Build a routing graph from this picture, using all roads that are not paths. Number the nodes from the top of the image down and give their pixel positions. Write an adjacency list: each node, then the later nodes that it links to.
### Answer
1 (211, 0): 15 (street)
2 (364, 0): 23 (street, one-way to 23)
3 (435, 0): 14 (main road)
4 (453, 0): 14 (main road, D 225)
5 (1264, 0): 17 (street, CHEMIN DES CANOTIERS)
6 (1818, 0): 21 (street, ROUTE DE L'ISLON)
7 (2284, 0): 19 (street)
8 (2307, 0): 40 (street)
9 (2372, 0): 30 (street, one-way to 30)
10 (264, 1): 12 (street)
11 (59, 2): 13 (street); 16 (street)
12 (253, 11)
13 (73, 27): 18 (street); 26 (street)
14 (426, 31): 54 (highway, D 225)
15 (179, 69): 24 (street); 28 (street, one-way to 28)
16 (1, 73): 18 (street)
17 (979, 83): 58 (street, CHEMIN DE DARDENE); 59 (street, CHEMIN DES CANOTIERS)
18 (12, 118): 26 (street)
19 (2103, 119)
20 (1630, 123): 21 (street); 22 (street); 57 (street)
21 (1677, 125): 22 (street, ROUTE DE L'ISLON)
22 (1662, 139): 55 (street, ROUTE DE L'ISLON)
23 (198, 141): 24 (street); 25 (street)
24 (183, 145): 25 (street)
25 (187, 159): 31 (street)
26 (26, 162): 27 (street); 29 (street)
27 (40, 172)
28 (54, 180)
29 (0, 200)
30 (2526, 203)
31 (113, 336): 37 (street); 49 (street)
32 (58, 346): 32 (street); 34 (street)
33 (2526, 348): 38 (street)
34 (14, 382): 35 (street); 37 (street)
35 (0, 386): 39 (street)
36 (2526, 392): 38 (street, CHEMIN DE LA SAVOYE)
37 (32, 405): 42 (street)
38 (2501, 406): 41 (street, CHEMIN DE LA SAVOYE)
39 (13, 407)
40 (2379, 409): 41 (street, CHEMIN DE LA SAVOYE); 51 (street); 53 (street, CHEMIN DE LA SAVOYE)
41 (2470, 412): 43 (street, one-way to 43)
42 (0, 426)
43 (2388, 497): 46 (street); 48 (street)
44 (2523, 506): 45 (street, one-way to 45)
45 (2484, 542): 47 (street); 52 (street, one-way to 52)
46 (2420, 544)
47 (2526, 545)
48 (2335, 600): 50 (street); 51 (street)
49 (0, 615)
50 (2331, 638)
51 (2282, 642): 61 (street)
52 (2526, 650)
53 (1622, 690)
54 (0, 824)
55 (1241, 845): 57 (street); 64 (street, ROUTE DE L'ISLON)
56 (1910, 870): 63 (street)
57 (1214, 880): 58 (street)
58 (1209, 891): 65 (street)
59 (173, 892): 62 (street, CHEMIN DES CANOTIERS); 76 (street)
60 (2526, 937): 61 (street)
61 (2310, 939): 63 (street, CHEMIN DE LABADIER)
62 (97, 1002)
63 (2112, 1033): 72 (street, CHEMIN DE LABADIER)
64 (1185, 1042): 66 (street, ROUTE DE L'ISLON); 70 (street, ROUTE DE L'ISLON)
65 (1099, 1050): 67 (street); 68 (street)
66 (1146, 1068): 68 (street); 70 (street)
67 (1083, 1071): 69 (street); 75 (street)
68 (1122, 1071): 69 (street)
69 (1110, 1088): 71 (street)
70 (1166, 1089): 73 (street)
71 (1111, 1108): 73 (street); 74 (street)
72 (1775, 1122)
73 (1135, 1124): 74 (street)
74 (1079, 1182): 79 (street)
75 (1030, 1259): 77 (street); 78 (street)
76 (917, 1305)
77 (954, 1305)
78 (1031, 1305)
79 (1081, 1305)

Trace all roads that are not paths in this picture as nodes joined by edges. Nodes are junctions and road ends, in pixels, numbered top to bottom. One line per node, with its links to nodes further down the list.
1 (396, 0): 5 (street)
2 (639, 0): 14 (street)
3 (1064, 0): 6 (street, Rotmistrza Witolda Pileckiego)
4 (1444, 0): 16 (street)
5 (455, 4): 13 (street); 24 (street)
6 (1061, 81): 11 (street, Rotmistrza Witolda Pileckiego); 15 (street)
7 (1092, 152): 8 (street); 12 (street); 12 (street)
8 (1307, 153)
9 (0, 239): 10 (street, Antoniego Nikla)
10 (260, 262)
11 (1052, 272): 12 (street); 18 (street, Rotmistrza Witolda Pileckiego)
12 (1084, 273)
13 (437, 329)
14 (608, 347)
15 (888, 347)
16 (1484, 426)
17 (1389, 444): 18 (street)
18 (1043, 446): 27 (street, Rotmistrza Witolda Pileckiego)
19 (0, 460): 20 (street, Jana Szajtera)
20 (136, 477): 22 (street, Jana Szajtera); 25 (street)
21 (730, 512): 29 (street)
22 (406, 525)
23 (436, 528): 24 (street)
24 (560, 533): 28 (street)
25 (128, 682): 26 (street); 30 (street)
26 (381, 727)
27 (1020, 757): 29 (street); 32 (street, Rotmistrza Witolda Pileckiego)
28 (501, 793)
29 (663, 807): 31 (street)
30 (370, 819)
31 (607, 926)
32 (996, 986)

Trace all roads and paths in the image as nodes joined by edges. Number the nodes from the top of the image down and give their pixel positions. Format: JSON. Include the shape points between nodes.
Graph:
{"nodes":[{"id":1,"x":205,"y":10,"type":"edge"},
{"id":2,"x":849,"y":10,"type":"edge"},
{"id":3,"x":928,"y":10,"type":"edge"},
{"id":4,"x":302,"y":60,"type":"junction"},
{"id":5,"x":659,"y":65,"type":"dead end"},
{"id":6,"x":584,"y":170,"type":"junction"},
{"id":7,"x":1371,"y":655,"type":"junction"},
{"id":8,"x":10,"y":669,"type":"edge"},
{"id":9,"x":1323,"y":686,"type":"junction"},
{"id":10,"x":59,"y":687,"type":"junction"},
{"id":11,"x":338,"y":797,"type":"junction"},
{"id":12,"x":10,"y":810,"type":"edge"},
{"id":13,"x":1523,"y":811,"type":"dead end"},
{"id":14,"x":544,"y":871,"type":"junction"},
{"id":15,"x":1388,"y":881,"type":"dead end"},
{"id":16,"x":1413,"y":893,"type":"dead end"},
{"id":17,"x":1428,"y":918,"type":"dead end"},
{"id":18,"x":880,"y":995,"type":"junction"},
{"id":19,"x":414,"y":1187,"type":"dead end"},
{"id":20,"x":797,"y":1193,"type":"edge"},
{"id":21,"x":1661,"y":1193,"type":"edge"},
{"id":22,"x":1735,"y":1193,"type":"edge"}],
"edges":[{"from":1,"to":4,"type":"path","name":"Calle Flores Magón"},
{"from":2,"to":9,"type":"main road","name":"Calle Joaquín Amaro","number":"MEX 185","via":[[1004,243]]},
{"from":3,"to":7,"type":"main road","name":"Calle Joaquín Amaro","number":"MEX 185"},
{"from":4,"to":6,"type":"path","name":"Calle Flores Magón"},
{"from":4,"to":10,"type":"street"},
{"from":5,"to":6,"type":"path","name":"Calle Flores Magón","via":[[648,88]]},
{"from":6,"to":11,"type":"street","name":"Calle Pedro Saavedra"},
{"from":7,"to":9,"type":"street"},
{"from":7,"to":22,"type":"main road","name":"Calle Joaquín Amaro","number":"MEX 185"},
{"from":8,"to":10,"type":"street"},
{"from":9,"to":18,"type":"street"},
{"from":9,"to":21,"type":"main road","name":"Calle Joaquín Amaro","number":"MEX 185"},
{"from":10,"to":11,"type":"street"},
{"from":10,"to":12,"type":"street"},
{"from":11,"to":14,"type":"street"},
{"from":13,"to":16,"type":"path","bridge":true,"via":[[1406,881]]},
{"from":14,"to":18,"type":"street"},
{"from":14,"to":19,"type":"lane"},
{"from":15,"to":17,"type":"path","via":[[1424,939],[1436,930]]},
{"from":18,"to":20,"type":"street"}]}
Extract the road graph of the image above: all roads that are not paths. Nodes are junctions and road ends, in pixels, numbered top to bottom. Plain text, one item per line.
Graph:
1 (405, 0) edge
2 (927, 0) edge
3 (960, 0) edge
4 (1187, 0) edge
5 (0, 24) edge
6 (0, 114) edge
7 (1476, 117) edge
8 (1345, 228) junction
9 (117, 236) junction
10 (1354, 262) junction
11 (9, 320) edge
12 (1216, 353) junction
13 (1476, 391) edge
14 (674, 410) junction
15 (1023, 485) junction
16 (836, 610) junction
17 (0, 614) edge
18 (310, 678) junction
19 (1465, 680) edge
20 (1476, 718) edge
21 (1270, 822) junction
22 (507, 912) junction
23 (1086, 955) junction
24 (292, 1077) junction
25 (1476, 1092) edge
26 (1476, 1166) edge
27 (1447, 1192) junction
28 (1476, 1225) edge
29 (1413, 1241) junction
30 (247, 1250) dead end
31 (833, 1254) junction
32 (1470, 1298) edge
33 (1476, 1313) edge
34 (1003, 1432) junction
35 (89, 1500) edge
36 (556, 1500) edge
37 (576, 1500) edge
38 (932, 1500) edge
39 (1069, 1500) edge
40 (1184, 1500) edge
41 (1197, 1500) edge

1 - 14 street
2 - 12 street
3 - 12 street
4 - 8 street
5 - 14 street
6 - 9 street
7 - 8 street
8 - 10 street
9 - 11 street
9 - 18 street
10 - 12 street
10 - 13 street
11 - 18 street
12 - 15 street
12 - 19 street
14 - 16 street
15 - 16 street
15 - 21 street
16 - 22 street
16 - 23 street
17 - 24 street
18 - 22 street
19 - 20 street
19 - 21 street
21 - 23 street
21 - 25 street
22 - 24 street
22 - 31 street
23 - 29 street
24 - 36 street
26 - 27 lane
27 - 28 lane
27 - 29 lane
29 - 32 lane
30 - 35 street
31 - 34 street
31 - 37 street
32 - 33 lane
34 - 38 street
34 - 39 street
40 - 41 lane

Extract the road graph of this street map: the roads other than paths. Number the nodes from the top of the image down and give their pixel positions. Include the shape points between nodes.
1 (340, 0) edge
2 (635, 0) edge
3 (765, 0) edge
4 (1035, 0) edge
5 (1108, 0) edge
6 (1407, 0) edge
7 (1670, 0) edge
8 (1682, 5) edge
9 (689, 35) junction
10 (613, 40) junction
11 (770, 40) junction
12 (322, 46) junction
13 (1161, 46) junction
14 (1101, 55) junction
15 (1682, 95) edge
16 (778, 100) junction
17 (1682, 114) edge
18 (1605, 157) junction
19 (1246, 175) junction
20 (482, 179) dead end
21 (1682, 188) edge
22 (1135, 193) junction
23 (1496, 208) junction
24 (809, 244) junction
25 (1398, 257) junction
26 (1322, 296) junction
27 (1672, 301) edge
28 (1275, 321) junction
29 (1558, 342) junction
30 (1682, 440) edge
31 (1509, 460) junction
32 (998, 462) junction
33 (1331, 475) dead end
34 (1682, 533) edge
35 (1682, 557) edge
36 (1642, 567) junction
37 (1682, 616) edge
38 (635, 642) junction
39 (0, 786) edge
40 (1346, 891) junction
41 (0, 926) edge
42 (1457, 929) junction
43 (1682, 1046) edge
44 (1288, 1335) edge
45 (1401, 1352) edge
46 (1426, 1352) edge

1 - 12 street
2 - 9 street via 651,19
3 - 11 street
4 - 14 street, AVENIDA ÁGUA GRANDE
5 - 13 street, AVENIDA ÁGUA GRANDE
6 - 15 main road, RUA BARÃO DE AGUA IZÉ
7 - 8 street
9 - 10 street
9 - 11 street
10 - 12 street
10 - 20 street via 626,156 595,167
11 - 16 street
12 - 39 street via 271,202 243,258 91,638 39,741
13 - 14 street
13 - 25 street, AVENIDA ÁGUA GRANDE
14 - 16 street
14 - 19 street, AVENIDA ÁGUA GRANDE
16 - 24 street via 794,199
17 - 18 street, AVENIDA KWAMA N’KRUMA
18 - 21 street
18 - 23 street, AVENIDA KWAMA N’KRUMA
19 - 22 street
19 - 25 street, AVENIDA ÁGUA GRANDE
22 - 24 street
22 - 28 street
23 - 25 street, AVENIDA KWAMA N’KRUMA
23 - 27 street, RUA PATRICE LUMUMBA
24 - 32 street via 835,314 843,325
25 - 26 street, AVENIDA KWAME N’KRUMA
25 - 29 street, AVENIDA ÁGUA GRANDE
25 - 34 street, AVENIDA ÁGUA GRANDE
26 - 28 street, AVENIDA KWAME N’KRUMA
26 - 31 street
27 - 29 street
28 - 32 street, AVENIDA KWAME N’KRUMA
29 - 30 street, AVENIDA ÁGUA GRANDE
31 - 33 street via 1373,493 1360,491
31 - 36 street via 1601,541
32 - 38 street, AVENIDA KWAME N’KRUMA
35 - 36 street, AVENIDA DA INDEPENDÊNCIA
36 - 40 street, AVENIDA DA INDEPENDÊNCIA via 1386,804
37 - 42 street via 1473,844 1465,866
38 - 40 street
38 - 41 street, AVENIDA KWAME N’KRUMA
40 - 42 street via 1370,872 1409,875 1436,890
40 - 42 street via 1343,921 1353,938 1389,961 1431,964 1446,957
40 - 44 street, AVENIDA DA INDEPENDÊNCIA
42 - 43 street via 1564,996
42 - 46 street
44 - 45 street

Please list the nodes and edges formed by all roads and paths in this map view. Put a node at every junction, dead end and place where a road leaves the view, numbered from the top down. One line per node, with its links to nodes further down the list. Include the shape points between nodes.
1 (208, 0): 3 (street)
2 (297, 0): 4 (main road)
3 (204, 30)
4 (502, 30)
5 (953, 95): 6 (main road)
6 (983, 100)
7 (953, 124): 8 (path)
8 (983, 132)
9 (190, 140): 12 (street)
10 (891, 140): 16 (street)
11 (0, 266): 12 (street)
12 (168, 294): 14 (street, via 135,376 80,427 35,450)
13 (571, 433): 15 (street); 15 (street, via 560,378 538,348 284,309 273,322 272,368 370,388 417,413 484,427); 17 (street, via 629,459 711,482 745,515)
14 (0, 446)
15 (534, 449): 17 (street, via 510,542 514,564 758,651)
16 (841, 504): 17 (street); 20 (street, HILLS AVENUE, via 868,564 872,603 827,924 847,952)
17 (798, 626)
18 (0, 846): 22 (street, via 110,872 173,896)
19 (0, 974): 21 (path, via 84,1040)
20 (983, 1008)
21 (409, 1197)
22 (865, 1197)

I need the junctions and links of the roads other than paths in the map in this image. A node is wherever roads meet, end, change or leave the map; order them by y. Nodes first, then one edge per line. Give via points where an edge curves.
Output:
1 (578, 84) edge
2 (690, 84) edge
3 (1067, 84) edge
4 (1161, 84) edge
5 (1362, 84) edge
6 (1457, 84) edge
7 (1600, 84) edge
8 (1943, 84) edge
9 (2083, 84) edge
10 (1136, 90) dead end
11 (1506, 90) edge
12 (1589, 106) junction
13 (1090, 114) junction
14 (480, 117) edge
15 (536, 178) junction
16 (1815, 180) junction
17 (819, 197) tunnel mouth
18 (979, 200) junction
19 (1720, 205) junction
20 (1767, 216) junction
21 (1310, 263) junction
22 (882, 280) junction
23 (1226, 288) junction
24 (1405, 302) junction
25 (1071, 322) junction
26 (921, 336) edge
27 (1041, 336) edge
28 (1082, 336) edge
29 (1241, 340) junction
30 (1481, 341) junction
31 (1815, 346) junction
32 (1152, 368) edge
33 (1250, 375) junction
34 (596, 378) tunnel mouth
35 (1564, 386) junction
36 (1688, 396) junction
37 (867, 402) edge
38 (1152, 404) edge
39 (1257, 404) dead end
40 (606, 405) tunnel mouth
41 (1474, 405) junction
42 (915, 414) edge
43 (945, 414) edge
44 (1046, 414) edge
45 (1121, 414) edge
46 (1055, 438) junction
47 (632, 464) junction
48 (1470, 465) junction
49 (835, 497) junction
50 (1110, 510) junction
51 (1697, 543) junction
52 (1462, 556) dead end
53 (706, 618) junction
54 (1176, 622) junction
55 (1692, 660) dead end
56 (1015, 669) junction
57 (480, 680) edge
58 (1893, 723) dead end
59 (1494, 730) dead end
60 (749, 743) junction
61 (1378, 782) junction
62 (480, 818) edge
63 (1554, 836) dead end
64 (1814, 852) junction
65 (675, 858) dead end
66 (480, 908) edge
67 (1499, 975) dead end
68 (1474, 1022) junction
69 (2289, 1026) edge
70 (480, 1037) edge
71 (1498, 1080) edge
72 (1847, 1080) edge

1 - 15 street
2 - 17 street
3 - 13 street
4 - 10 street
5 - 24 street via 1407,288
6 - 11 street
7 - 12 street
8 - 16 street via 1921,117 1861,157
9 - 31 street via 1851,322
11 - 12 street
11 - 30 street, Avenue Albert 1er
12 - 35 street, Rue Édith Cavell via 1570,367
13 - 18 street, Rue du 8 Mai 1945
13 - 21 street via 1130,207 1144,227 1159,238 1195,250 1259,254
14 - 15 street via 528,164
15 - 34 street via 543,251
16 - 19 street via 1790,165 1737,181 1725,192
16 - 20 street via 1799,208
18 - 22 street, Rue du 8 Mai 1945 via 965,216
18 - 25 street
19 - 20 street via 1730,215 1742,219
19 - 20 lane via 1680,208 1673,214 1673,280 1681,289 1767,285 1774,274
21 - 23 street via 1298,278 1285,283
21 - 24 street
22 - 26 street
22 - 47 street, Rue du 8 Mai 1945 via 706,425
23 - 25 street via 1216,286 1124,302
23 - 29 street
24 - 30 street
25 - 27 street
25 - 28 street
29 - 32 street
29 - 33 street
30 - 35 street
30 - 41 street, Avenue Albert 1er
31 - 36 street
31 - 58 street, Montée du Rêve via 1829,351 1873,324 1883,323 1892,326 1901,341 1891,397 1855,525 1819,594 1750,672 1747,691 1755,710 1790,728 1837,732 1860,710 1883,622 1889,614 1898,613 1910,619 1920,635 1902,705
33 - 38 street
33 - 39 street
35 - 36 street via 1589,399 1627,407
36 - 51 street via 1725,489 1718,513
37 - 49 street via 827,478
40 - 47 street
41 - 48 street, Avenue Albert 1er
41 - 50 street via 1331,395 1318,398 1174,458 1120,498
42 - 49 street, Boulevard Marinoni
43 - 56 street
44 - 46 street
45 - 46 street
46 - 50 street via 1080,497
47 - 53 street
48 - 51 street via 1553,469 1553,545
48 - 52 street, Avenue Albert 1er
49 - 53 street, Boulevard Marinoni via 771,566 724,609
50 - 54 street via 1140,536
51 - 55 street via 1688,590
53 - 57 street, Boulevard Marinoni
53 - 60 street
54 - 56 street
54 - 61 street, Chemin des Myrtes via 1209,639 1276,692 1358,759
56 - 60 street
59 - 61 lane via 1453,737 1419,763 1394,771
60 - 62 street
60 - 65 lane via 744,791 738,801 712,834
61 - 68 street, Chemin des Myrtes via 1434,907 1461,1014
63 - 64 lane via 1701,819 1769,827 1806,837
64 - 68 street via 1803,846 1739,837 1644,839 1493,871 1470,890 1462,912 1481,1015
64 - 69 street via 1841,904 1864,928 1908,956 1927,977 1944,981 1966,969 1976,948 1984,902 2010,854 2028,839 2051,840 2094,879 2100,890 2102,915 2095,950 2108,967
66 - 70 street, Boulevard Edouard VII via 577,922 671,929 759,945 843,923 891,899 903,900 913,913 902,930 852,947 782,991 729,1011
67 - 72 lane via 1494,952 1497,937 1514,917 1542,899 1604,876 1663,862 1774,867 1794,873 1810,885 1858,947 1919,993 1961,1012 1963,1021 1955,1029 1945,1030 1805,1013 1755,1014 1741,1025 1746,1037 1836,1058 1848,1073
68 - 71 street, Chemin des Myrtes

▶ INSTRUCTIONS TO FOLLOW: Exactly one number is the answer: how many lines of the entries contain the string "ROUTE".

▶ WRITTEN SOLUTION: 5